Все пошло в дело, только у Муратовой мог прозвучать декадентский монолог о красоте смерти, излюбленная тема соавторши сценария Ренаты Л., которая и играет эту беляночку-кису. Но и здесь Муратова решает не доводить ничего до конца, сбить могильно-салонный эффект: самую раскрасавицу современности Ренату Л. снять широкоугольником и снизу — отчего она становится широкой, задастой, ляжкастой и тихо двинутой. Чуть-чуть усугубить жестикуляцию, немного больше экспрессии перед абсолютно не слушающим собеседником — пациент готов, пора заводить личную карточку больного.

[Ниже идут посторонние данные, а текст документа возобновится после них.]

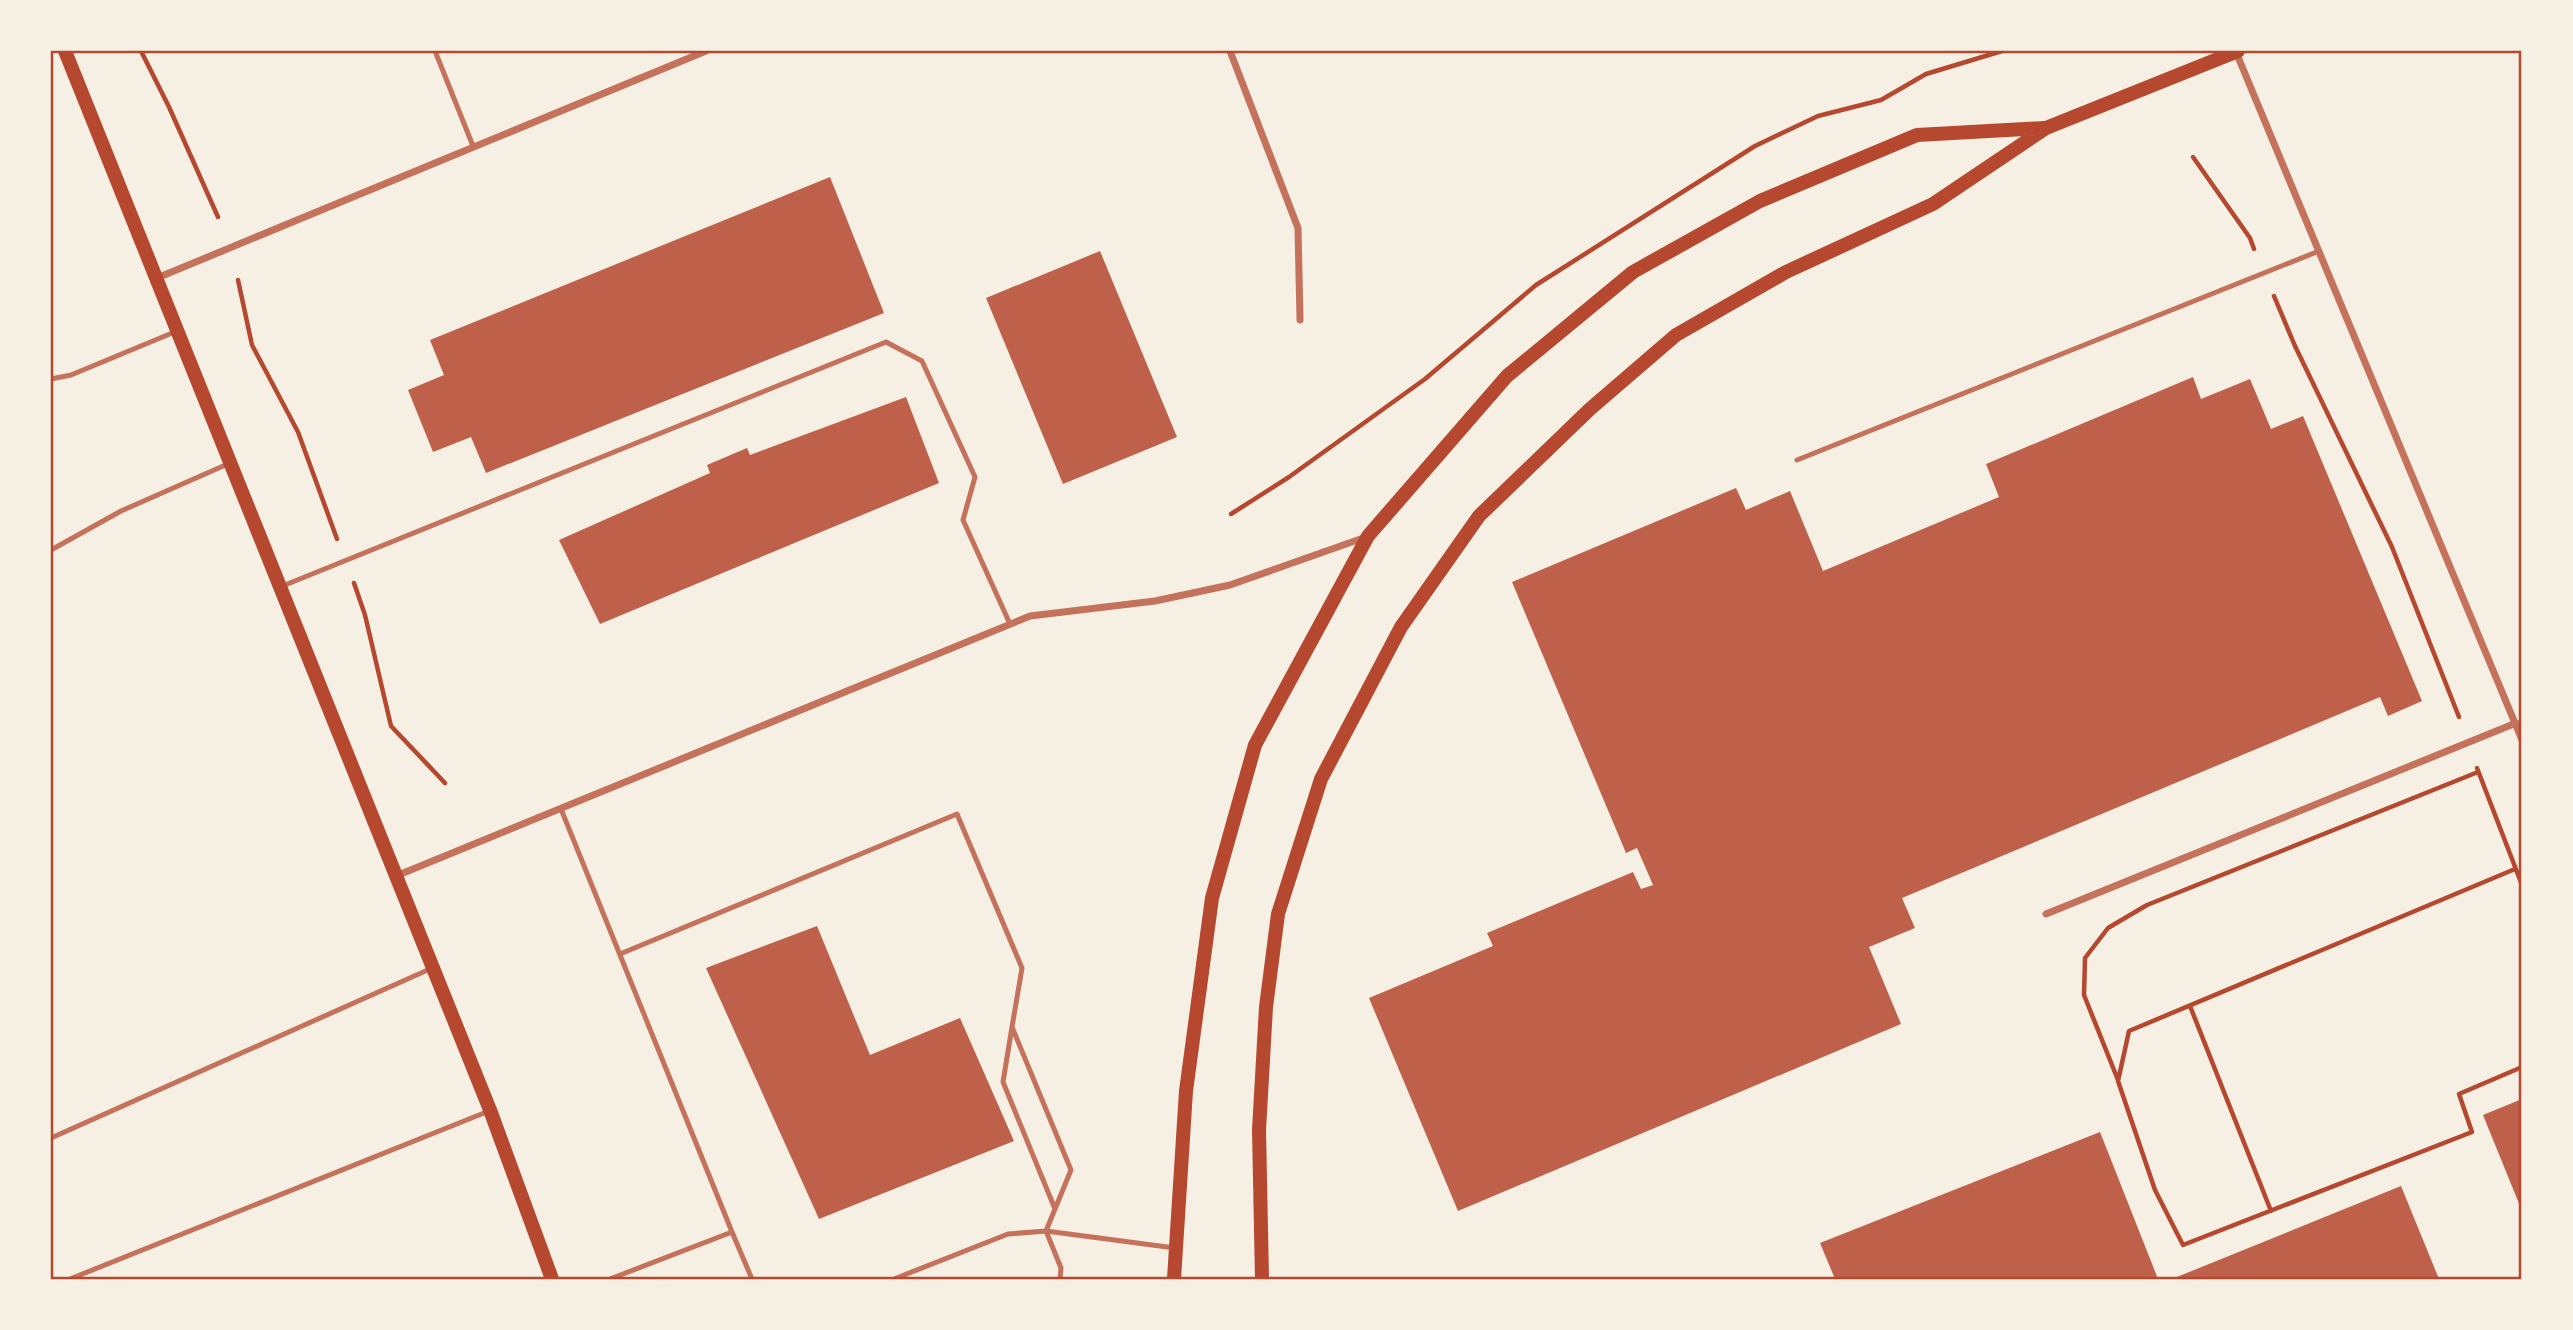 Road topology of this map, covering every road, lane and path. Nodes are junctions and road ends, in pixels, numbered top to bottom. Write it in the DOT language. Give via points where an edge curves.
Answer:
graph roads {
  1 [pos="65,51"];
  2 [pos="141,51"];
  3 [pos="435,51"];
  4 [pos="706,51"];
  5 [pos="1230,51"];
  6 [pos="2237,51"];
  7 [pos="2046,128"];
  8 [pos="473,146"];
  9 [pos="2193,157"];
  10 [pos="218,217"];
  11 [pos="2319,251"];
  12 [pos="2265,273"];
  13 [pos="156,278"];
  14 [pos="1300,320"];
  15 [pos="177,331"];
  16 [pos="51,379"];
  17 [pos="1797,460"];
  18 [pos="230,463"];
  19 [pos="1368,536"];
  20 [pos="51,550"];
  21 [pos="280,587"];
  22 [pos="1010,624"];
  23 [pos="2516,723"];
  24 [pos="2522,740"];
  25 [pos="2468,743"];
  26 [pos="2479,771"];
  27 [pos="561,809"];
  28 [pos="2515,869"];
  29 [pos="396,876"];
  30 [pos="2522,885"];
  31 [pos="2046,914"];
  32 [pos="620,954"];
  33 [pos="433,967"];
  34 [pos="2190,1006"];
  35 [pos="1012,1027"];
  36 [pos="2522,1068"];
  37 [pos="2118,1081"];
  38 [pos="490,1110"];
  39 [pos="51,1138"];
  40 [pos="1055,1209"];
  41 [pos="2271,1211"];
  42 [pos="1046,1231"];
  43 [pos="732,1232"];
  44 [pos="1177,1248"];
  45 [pos="70,1279"];
  46 [pos="552,1279"];
  47 [pos="610,1279"];
  48 [pos="752,1279"];
  49 [pos="894,1279"];
  50 [pos="1060,1279"];
  51 [pos="1174,1279"];
  52 [pos="1262,1279"];
  1 -- 13 [label="main road"];
  2 -- 10 [label="path"];
  3 -- 8 [label="lane"];
  4 -- 8 [label="street"];
  5 -- 14 [label="street" via="1298,228"];
  6 -- 7 [label="main road"];
  6 -- 11 [label="street"];
  7 -- 19 [label="main road" via="1917,135 1760,201 1633,272 1507,376"];
  7 -- 52 [label="main road" via="1933,204 1786,272 1676,335 1590,409 1479,516 1401,627 1321,779 1278,914 1266,1007 1259,1130"];
  8 -- 13 [label="street"];
  9 -- 12 [label="path" via="2250,238"];
  11 -- 12 [label="lane"];
  11 -- 23 [label="street"];
  12 -- 17 [label="lane"];
  12 -- 25 [label="path" via="2392,547"];
  13 -- 15 [label="main road"];
  15 -- 16 [label="lane"];
  15 -- 18 [label="main road"];
  18 -- 20 [label="lane" via="121,510"];
  18 -- 21 [label="main road"];
  19 -- 22 [label="street" via="1230,585 1155,601 1030,616"];
  19 -- 44 [label="main road" via="1255,745 1212,898 1186,1091"];
  21 -- 22 [label="lane" via="886,342 922,362 975,477 963,520"];
  21 -- 29 [label="main road"];
  22 -- 27 [label="street"];
  23 -- 24 [label="street"];
  23 -- 25 [label="street"];
  25 -- 26 [label="path"];
  25 -- 31 [label="street"];
  26 -- 28 [label="path"];
  26 -- 37 [label="path" via="2147,905 2108,928 2085,958 2084,995"];
  27 -- 29 [label="street"];
  27 -- 32 [label="lane"];
  28 -- 30 [label="path"];
  28 -- 34 [label="path"];
  29 -- 33 [label="main road"];
  32 -- 35 [label="lane" via="957,814 1022,968"];
  32 -- 43 [label="lane"];
  33 -- 38 [label="main road"];
  33 -- 39 [label="lane"];
  34 -- 37 [label="path" via="2129,1031"];
  34 -- 41 [label="path"];
  35 -- 40 [label="lane" via="1003,1082"];
  35 -- 40 [label="lane" via="1071,1170"];
  36 -- 41 [label="path" via="2459,1094 2472,1132"];
  37 -- 41 [label="path" via="2155,1191 2183,1245"];
  38 -- 45 [label="lane"];
  38 -- 46 [label="main road"];
  40 -- 42 [label="lane"];
  42 -- 44 [label="lane"];
  42 -- 49 [label="lane" via="1008,1234"];
  42 -- 50 [label="lane" via="1061,1268"];
  43 -- 47 [label="lane"];
  43 -- 48 [label="lane"];
  44 -- 51 [label="main road"];
}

Все они у Муратовой с хорошим прибабахом, все. Фотограф-Цахес, встрепенающийся только на заезде. Жокей с ледяным голосом и ни разу не побритой верхней губой, тиком срывающийся в истерику о лошадях. Цирковая мама, которая хочет сдать номер по династии, и ничего больше, и кошечки, висящие на собачках, — белые, между прочим, на черных, с выпученными мордами. Цирковая бабушка, которой все «остоебенило на хер» (привет «Синдрому»), и она качается на трапеции в клоунском колпаке с аккордеоном, размахивая толстыми ногами в ажурных чулках и тупорылых туфлях, набеленная, — и поет дурацкую песню.
Феллини есть кому передать свою лиру.
Похоже, его болезненная любовь к уродам передается по наследству. Это же у него самые любимые воспоминания о толстых первых проститутках и о том, как кому-то написали на ботинки. Но зато — и о снеге, осыпающем выкинутую в рождественскую ночь мебель.
Так что Муратова не Феллини, она такого не потерпит. У нее другая красавица бежит по берегу моря с чемоданом, нелепее и притягательнее кадр трудно придумать. А потом надевает синий бант в черный горошек, норковую шубу и начинает форсить. Дура.
И в самом зачине двое мужиков тискают, толкают, бесятся на берегу моря, и возят друг друга на себе, как на жеребце по имени Гарольд.
А поломавшегося на заезде катают с ветерком на больничном тарантасе — о-го-го.
Муратова смотрит на них насмешливо, по-матерински.
«Лошадь нужно хлопать по холке ощутимо, иначе она вообще не почувствует — и с этого только начинается диалог».
Горелов Д. Лед и пламень: К. Муратова наблюдает человечество // Сегодня. 23 апреля. 1994.